[[ SOURCE DATA open ]]

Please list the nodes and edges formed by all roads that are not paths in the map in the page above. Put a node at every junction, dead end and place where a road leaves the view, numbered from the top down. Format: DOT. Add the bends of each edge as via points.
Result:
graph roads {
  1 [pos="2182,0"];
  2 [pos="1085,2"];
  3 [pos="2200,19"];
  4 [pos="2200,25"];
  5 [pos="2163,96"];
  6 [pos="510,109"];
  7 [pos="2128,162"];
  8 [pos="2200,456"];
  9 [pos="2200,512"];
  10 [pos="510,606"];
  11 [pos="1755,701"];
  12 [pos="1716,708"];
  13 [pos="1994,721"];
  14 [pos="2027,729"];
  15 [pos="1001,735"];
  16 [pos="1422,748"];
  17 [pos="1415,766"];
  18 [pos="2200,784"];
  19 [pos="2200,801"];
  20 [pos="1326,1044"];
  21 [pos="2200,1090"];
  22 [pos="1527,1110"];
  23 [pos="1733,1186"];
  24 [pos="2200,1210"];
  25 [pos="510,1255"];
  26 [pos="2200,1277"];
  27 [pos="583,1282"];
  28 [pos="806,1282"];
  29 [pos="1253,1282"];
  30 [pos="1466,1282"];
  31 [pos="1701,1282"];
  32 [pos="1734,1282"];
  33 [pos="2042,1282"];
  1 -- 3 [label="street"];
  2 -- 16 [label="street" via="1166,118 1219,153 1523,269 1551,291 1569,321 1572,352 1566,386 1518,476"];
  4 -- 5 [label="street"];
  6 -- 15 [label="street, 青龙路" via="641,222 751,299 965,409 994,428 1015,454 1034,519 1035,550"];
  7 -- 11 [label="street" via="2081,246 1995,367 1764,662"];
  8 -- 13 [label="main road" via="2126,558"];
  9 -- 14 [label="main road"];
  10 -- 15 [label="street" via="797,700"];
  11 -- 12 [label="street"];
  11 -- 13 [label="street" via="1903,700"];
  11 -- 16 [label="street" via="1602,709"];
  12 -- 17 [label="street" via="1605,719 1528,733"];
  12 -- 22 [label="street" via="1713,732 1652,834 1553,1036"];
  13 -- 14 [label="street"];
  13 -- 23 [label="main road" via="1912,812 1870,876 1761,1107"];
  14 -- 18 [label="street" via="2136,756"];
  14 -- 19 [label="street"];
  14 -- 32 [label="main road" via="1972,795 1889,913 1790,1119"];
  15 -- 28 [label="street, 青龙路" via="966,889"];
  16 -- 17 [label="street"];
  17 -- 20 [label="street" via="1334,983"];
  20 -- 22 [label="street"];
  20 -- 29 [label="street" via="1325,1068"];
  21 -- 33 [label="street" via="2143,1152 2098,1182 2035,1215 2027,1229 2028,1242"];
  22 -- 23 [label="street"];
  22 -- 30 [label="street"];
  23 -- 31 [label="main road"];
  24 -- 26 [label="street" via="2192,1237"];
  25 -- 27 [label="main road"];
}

[[ SOURCE DATA closed ]]

TASK DESCRIPTION: After identifying the lines above that contain "main", copy each one.

SOLUTION:
  8 -- 13 [label="main road" via="2126,558"];
  9 -- 14 [label="main road"];
  13 -- 23 [label="main road" via="1912,812 1870,876 1761,1107"];
  14 -- 32 [label="main road" via="1972,795 1889,913 1790,1119"];
  23 -- 31 [label="main road"];
  25 -- 27 [label="main road"];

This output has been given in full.